== Available records ==
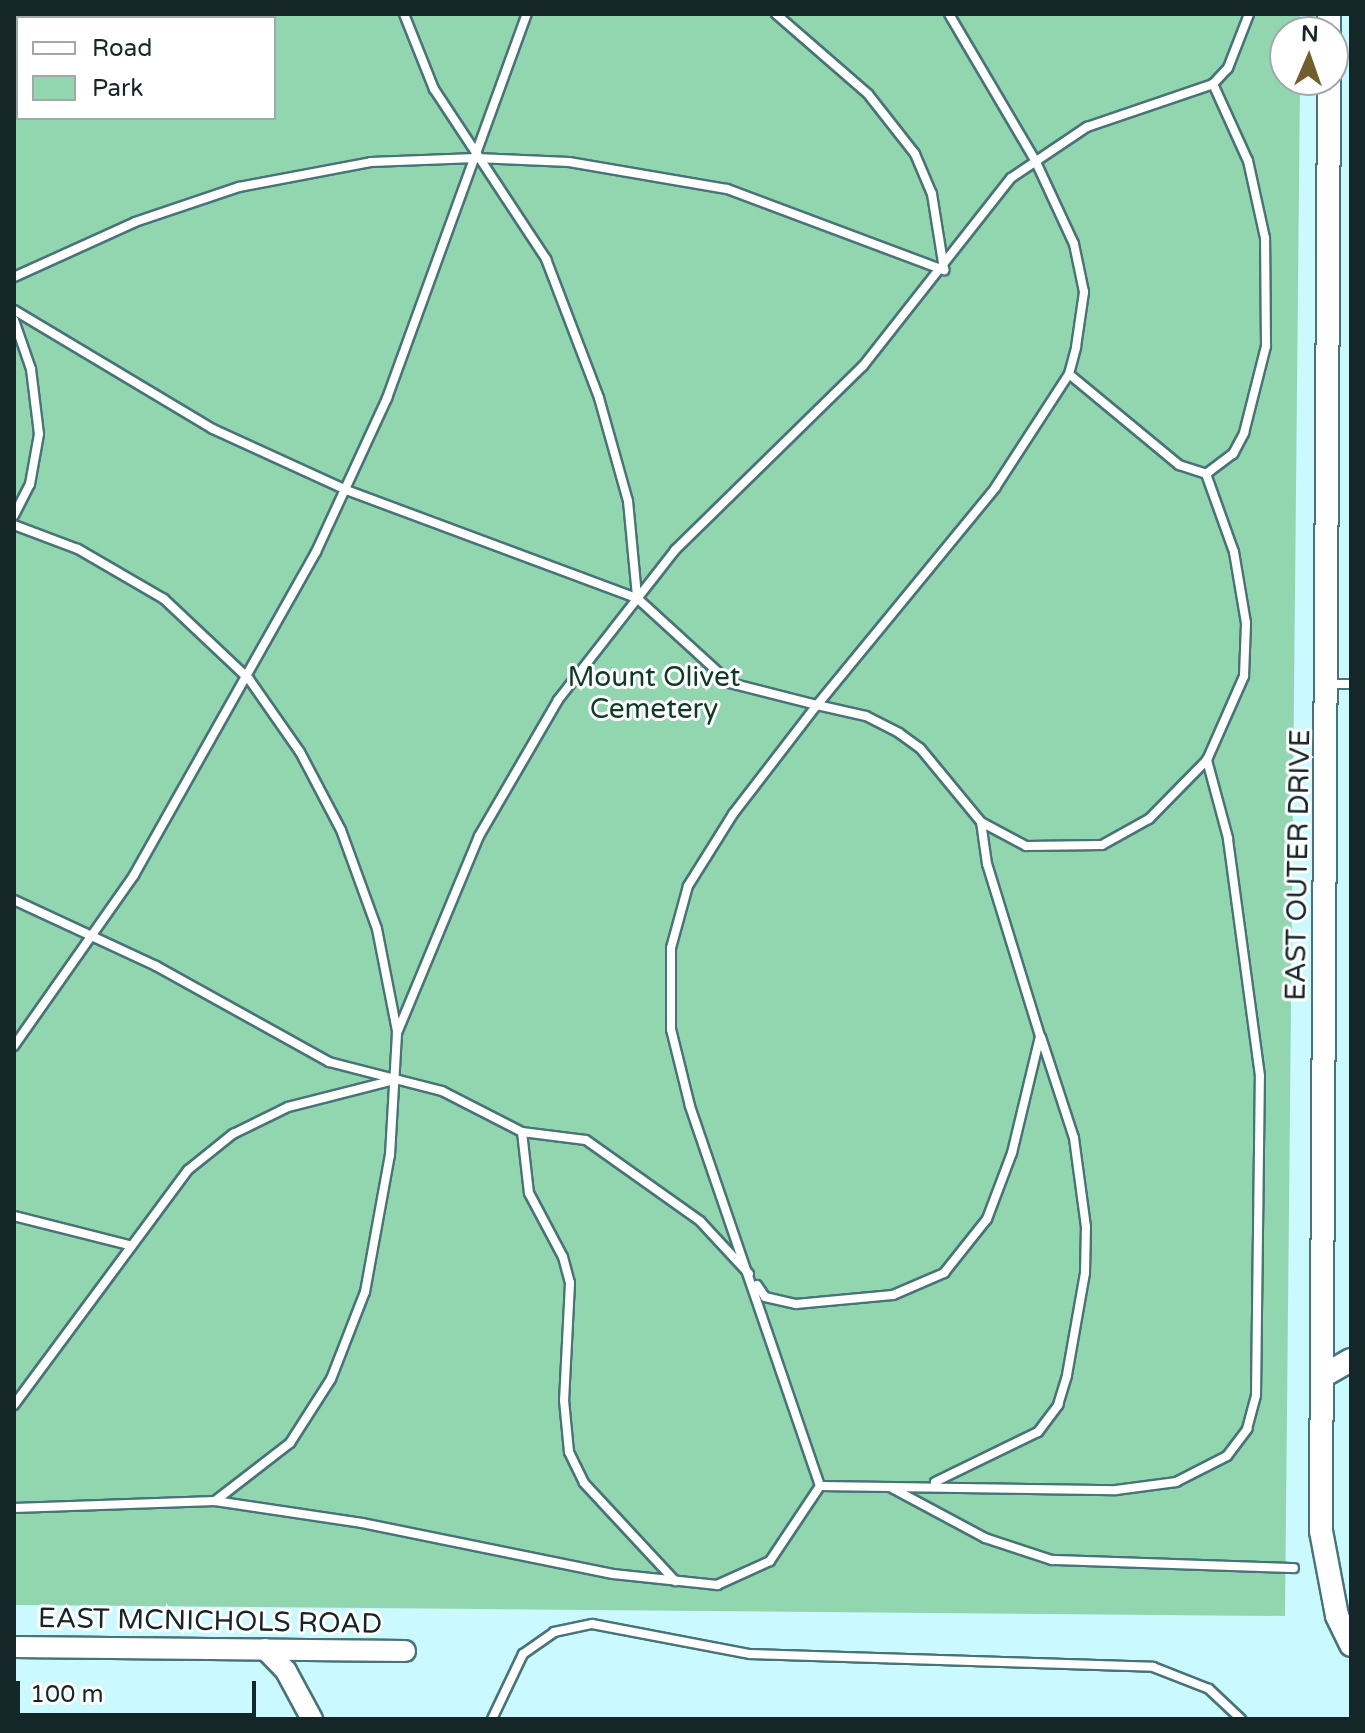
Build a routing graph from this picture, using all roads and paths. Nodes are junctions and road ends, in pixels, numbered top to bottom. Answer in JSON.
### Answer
{"nodes":[{"id":1,"x":404,"y":14,"type":"edge"},
{"id":2,"x":527,"y":14,"type":"edge"},
{"id":3,"x":776,"y":14,"type":"edge"},
{"id":4,"x":949,"y":14,"type":"edge"},
{"id":5,"x":1249,"y":14,"type":"edge"},
{"id":6,"x":1213,"y":84,"type":"junction"},
{"id":7,"x":1329,"y":96,"type":"edge"},
{"id":8,"x":476,"y":158,"type":"junction"},
{"id":9,"x":1035,"y":160,"type":"junction"},
{"id":10,"x":944,"y":270,"type":"junction"},
{"id":11,"x":14,"y":277,"type":"edge"},
{"id":12,"x":14,"y":310,"type":"edge"},
{"id":13,"x":14,"y":320,"type":"edge"},
{"id":14,"x":1069,"y":374,"type":"junction"},
{"id":15,"x":1206,"y":474,"type":"junction"},
{"id":16,"x":346,"y":490,"type":"junction"},
{"id":17,"x":14,"y":515,"type":"edge"},
{"id":18,"x":14,"y":525,"type":"edge"},
{"id":19,"x":637,"y":598,"type":"junction"},
{"id":20,"x":249,"y":679,"type":"junction"},
{"id":21,"x":1340,"y":684,"type":"edge"},
{"id":22,"x":817,"y":705,"type":"junction"},
{"id":23,"x":1207,"y":760,"type":"junction"},
{"id":24,"x":981,"y":822,"type":"junction"},
{"id":25,"x":14,"y":900,"type":"edge"},
{"id":26,"x":94,"y":934,"type":"junction"},
{"id":27,"x":397,"y":1033,"type":"junction"},
{"id":28,"x":1040,"y":1036,"type":"junction"},
{"id":29,"x":14,"y":1046,"type":"edge"},
{"id":30,"x":395,"y":1080,"type":"junction"},
{"id":31,"x":522,"y":1132,"type":"junction"},
{"id":32,"x":14,"y":1216,"type":"edge"},
{"id":33,"x":129,"y":1245,"type":"junction"},
{"id":34,"x":753,"y":1278,"type":"junction"},
{"id":35,"x":1351,"y":1360,"type":"edge"},
{"id":36,"x":1323,"y":1376,"type":"junction"},
{"id":37,"x":14,"y":1405,"type":"edge"},
{"id":38,"x":930,"y":1484,"type":"junction"},
{"id":39,"x":820,"y":1486,"type":"junction"},
{"id":40,"x":889,"y":1487,"type":"junction"},
{"id":41,"x":215,"y":1501,"type":"junction"},
{"id":42,"x":14,"y":1508,"type":"edge"},
{"id":43,"x":1294,"y":1568,"type":"dead end"},
{"id":44,"x":676,"y":1582,"type":"junction"},
{"id":45,"x":1351,"y":1645,"type":"edge"},
{"id":46,"x":14,"y":1647,"type":"edge"},
{"id":47,"x":405,"y":1651,"type":"dead end"},
{"id":48,"x":289,"y":1661,"type":"junction"},
{"id":49,"x":312,"y":1719,"type":"edge"},
{"id":50,"x":492,"y":1719,"type":"edge"},
{"id":51,"x":1241,"y":1719,"type":"edge"}],
"edges":[{"from":1,"to":8,"type":"lane"},
{"from":2,"to":8,"type":"lane"},
{"from":3,"to":10,"type":"lane"},
{"from":4,"to":9,"type":"lane"},
{"from":5,"to":6,"type":"lane"},
{"from":6,"to":9,"type":"lane"},
{"from":6,"to":15,"type":"lane"},
{"from":7,"to":21,"type":"main road","name":"EAST OUTER DRIVE"},
{"from":8,"to":10,"type":"lane"},
{"from":8,"to":11,"type":"lane"},
{"from":8,"to":16,"type":"lane"},
{"from":8,"to":19,"type":"lane"},
{"from":9,"to":10,"type":"lane"},
{"from":9,"to":14,"type":"lane"},
{"from":10,"to":19,"type":"lane"},
{"from":12,"to":16,"type":"lane"},
{"from":13,"to":17,"type":"lane"},
{"from":14,"to":15,"type":"lane"},
{"from":14,"to":22,"type":"lane"},
{"from":15,"to":23,"type":"lane"},
{"from":16,"to":19,"type":"lane"},
{"from":16,"to":20,"type":"lane"},
{"from":18,"to":20,"type":"lane"},
{"from":19,"to":22,"type":"lane"},
{"from":19,"to":27,"type":"lane"},
{"from":20,"to":26,"type":"lane"},
{"from":20,"to":27,"type":"lane"},
{"from":21,"to":36,"type":"main road","name":"EAST OUTER DRIVE"},
{"from":22,"to":24,"type":"lane"},
{"from":22,"to":34,"type":"lane"},
{"from":23,"to":24,"type":"lane"},
{"from":23,"to":38,"type":"lane"},
{"from":24,"to":28,"type":"lane"},
{"from":25,"to":26,"type":"lane"},
{"from":26,"to":29,"type":"lane"},
{"from":26,"to":30,"type":"lane"},
{"from":27,"to":30,"type":"lane"},
{"from":28,"to":34,"type":"lane"},
{"from":28,"to":38,"type":"lane"},
{"from":30,"to":31,"type":"lane"},
{"from":30,"to":33,"type":"lane"},
{"from":30,"to":41,"type":"lane"},
{"from":31,"to":34,"type":"lane"},
{"from":31,"to":44,"type":"lane"},
{"from":32,"to":33,"type":"lane"},
{"from":33,"to":37,"type":"lane"},
{"from":34,"to":39,"type":"lane"},
{"from":35,"to":36,"type":"main road"},
{"from":36,"to":45,"type":"main road","name":"EAST OUTER DRIVE"},
{"from":38,"to":40,"type":"lane"},
{"from":39,"to":40,"type":"lane"},
{"from":39,"to":44,"type":"lane"},
{"from":40,"to":43,"type":"lane"},
{"from":41,"to":42,"type":"lane"},
{"from":41,"to":44,"type":"lane"},
{"from":46,"to":48,"type":"street","name":"EAST MCNICHOLS ROAD"},
{"from":47,"to":48,"type":"street","name":"EAST MCNICHOLS ROAD"},
{"from":48,"to":49,"type":"street"},
{"from":50,"to":51,"type":"lane"}]}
===
_Problem to work on_. Return every record exactly, without the pictures.

_Completed exercise_.
Build a routing graph from this picture, using all roads and paths. Nodes are junctions and road ends, in pixels, numbered top to bottom. Answer in JSON.
### Answer
{"nodes":[{"id":1,"x":404,"y":14,"type":"edge"},
{"id":2,"x":527,"y":14,"type":"edge"},
{"id":3,"x":776,"y":14,"type":"edge"},
{"id":4,"x":949,"y":14,"type":"edge"},
{"id":5,"x":1249,"y":14,"type":"edge"},
{"id":6,"x":1213,"y":84,"type":"junction"},
{"id":7,"x":1329,"y":96,"type":"edge"},
{"id":8,"x":476,"y":158,"type":"junction"},
{"id":9,"x":1035,"y":160,"type":"junction"},
{"id":10,"x":944,"y":270,"type":"junction"},
{"id":11,"x":14,"y":277,"type":"edge"},
{"id":12,"x":14,"y":310,"type":"edge"},
{"id":13,"x":14,"y":320,"type":"edge"},
{"id":14,"x":1069,"y":374,"type":"junction"},
{"id":15,"x":1206,"y":474,"type":"junction"},
{"id":16,"x":346,"y":490,"type":"junction"},
{"id":17,"x":14,"y":515,"type":"edge"},
{"id":18,"x":14,"y":525,"type":"edge"},
{"id":19,"x":637,"y":598,"type":"junction"},
{"id":20,"x":249,"y":679,"type":"junction"},
{"id":21,"x":1340,"y":684,"type":"edge"},
{"id":22,"x":817,"y":705,"type":"junction"},
{"id":23,"x":1207,"y":760,"type":"junction"},
{"id":24,"x":981,"y":822,"type":"junction"},
{"id":25,"x":14,"y":900,"type":"edge"},
{"id":26,"x":94,"y":934,"type":"junction"},
{"id":27,"x":397,"y":1033,"type":"junction"},
{"id":28,"x":1040,"y":1036,"type":"junction"},
{"id":29,"x":14,"y":1046,"type":"edge"},
{"id":30,"x":395,"y":1080,"type":"junction"},
{"id":31,"x":522,"y":1132,"type":"junction"},
{"id":32,"x":14,"y":1216,"type":"edge"},
{"id":33,"x":129,"y":1245,"type":"junction"},
{"id":34,"x":753,"y":1278,"type":"junction"},
{"id":35,"x":1351,"y":1360,"type":"edge"},
{"id":36,"x":1323,"y":1376,"type":"junction"},
{"id":37,"x":14,"y":1405,"type":"edge"},
{"id":38,"x":930,"y":1484,"type":"junction"},
{"id":39,"x":820,"y":1486,"type":"junction"},
{"id":40,"x":889,"y":1487,"type":"junction"},
{"id":41,"x":215,"y":1501,"type":"junction"},
{"id":42,"x":14,"y":1508,"type":"edge"},
{"id":43,"x":1294,"y":1568,"type":"dead end"},
{"id":44,"x":676,"y":1582,"type":"junction"},
{"id":45,"x":1351,"y":1645,"type":"edge"},
{"id":46,"x":14,"y":1647,"type":"edge"},
{"id":47,"x":405,"y":1651,"type":"dead end"},
{"id":48,"x":289,"y":1661,"type":"junction"},
{"id":49,"x":312,"y":1719,"type":"edge"},
{"id":50,"x":492,"y":1719,"type":"edge"},
{"id":51,"x":1241,"y":1719,"type":"edge"}],
"edges":[{"from":1,"to":8,"type":"lane"},
{"from":2,"to":8,"type":"lane"},
{"from":3,"to":10,"type":"lane"},
{"from":4,"to":9,"type":"lane"},
{"from":5,"to":6,"type":"lane"},
{"from":6,"to":9,"type":"lane"},
{"from":6,"to":15,"type":"lane"},
{"from":7,"to":21,"type":"main road","name":"EAST OUTER DRIVE"},
{"from":8,"to":10,"type":"lane"},
{"from":8,"to":11,"type":"lane"},
{"from":8,"to":16,"type":"lane"},
{"from":8,"to":19,"type":"lane"},
{"from":9,"to":10,"type":"lane"},
{"from":9,"to":14,"type":"lane"},
{"from":10,"to":19,"type":"lane"},
{"from":12,"to":16,"type":"lane"},
{"from":13,"to":17,"type":"lane"},
{"from":14,"to":15,"type":"lane"},
{"from":14,"to":22,"type":"lane"},
{"from":15,"to":23,"type":"lane"},
{"from":16,"to":19,"type":"lane"},
{"from":16,"to":20,"type":"lane"},
{"from":18,"to":20,"type":"lane"},
{"from":19,"to":22,"type":"lane"},
{"from":19,"to":27,"type":"lane"},
{"from":20,"to":26,"type":"lane"},
{"from":20,"to":27,"type":"lane"},
{"from":21,"to":36,"type":"main road","name":"EAST OUTER DRIVE"},
{"from":22,"to":24,"type":"lane"},
{"from":22,"to":34,"type":"lane"},
{"from":23,"to":24,"type":"lane"},
{"from":23,"to":38,"type":"lane"},
{"from":24,"to":28,"type":"lane"},
{"from":25,"to":26,"type":"lane"},
{"from":26,"to":29,"type":"lane"},
{"from":26,"to":30,"type":"lane"},
{"from":27,"to":30,"type":"lane"},
{"from":28,"to":34,"type":"lane"},
{"from":28,"to":38,"type":"lane"},
{"from":30,"to":31,"type":"lane"},
{"from":30,"to":33,"type":"lane"},
{"from":30,"to":41,"type":"lane"},
{"from":31,"to":34,"type":"lane"},
{"from":31,"to":44,"type":"lane"},
{"from":32,"to":33,"type":"lane"},
{"from":33,"to":37,"type":"lane"},
{"from":34,"to":39,"type":"lane"},
{"from":35,"to":36,"type":"main road"},
{"from":36,"to":45,"type":"main road","name":"EAST OUTER DRIVE"},
{"from":38,"to":40,"type":"lane"},
{"from":39,"to":40,"type":"lane"},
{"from":39,"to":44,"type":"lane"},
{"from":40,"to":43,"type":"lane"},
{"from":41,"to":42,"type":"lane"},
{"from":41,"to":44,"type":"lane"},
{"from":46,"to":48,"type":"street","name":"EAST MCNICHOLS ROAD"},
{"from":47,"to":48,"type":"street","name":"EAST MCNICHOLS ROAD"},
{"from":48,"to":49,"type":"street"},
{"from":50,"to":51,"type":"lane"}]}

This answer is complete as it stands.